有効求人倍率の推移における日本の経済史
先日発表された2020年8月の有効求人倍率(季節調整値)は1.04倍で前月から0.04ポイント低下ました。
1.04倍は2014年1月ぶりの低水準です。新型コロナウイルスの感染拡大を受けた雇用情勢の厳しさが続いている状況です。
図表1:全国有効求人倍率(季節調整値)の推移
有効求人倍率の長期推移と日本の経済史を重ね合わせみると、経済市況は有効求人倍率に大きく影響を与えているのが分かります。
有効求人倍率の推移と人口移動の関係
図表2:東京都有効求人倍率(季節調整値)と東京圏及び東京23区転入超過数の推移
オレンジ色の棒グラフで示した東京23区の転入超過数の推移と青色で示した有効求人倍率の推移を見ると、2000年以降は、有効求人倍率と転入超過数の動きが似ているように見えます。

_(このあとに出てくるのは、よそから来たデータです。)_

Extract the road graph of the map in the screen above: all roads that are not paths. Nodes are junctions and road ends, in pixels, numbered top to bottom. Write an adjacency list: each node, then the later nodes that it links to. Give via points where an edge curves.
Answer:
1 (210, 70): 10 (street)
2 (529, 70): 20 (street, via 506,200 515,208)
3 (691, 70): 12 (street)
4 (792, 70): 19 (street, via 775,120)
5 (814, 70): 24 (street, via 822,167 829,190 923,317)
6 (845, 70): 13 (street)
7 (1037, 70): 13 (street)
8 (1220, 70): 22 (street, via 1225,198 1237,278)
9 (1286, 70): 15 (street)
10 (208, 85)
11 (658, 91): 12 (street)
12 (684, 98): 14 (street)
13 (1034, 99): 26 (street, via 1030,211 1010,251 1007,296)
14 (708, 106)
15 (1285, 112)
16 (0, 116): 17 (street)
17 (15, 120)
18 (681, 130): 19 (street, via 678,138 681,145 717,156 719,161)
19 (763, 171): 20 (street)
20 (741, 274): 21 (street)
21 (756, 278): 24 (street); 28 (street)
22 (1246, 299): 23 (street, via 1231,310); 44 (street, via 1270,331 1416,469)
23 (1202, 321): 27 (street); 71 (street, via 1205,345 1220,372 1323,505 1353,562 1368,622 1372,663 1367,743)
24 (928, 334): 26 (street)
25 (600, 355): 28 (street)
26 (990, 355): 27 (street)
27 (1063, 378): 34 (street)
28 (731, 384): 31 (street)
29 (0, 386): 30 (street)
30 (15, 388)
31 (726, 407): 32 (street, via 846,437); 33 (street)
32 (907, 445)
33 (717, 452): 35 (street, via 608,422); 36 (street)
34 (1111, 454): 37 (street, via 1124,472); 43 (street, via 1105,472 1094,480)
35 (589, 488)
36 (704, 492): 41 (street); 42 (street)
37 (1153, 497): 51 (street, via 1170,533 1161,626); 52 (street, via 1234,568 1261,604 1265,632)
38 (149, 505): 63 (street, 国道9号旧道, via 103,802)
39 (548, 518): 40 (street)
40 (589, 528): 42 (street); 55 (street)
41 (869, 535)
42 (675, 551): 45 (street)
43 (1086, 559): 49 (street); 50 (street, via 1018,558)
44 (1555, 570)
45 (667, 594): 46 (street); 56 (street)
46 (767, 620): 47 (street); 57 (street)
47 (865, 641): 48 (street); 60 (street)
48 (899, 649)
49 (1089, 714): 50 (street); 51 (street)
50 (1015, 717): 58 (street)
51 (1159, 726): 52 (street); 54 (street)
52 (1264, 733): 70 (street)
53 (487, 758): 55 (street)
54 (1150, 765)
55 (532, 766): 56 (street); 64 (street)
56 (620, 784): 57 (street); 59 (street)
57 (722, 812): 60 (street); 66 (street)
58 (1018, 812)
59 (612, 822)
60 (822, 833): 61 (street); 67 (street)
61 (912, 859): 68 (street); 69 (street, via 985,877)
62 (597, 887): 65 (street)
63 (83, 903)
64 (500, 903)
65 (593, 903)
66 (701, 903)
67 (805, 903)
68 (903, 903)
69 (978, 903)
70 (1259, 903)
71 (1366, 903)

実際、この期間の相関係数を算出すると、0.74でした。有効求人倍率が高くなると、仕事を求めて人が集まってくる構図が推測でき、東京都の求心力の高さがうかがえます。
しかし、2000年以前は、その関係性は見られません。それどころか、東京23区は暫く転出超過が続いていました。
しかし灰色の棒グラフに示したように、東京圏(東京都、神奈川県、千葉県、埼玉県)の転入超過はこの期間も進んでいました。
当時も東京への求心力はありましたが、高度経済成長やバブルで東京都心の地価が高くなり、東京圏に転居する人は増えても、東京23区には住まず郊外に住むことを選ぶ人が多かったようです。
特に、バブル期には「ドーナツ化現象」という言葉が出たように、その状況が更に進行しました。
しかし1990年代後半から首都圏でも新築マンションの大量供給が始まり、また消費者の所得水準も上がったこともあり、東京都の有効求人倍率に連動するかのように東京23区の転入超過が進んだようです。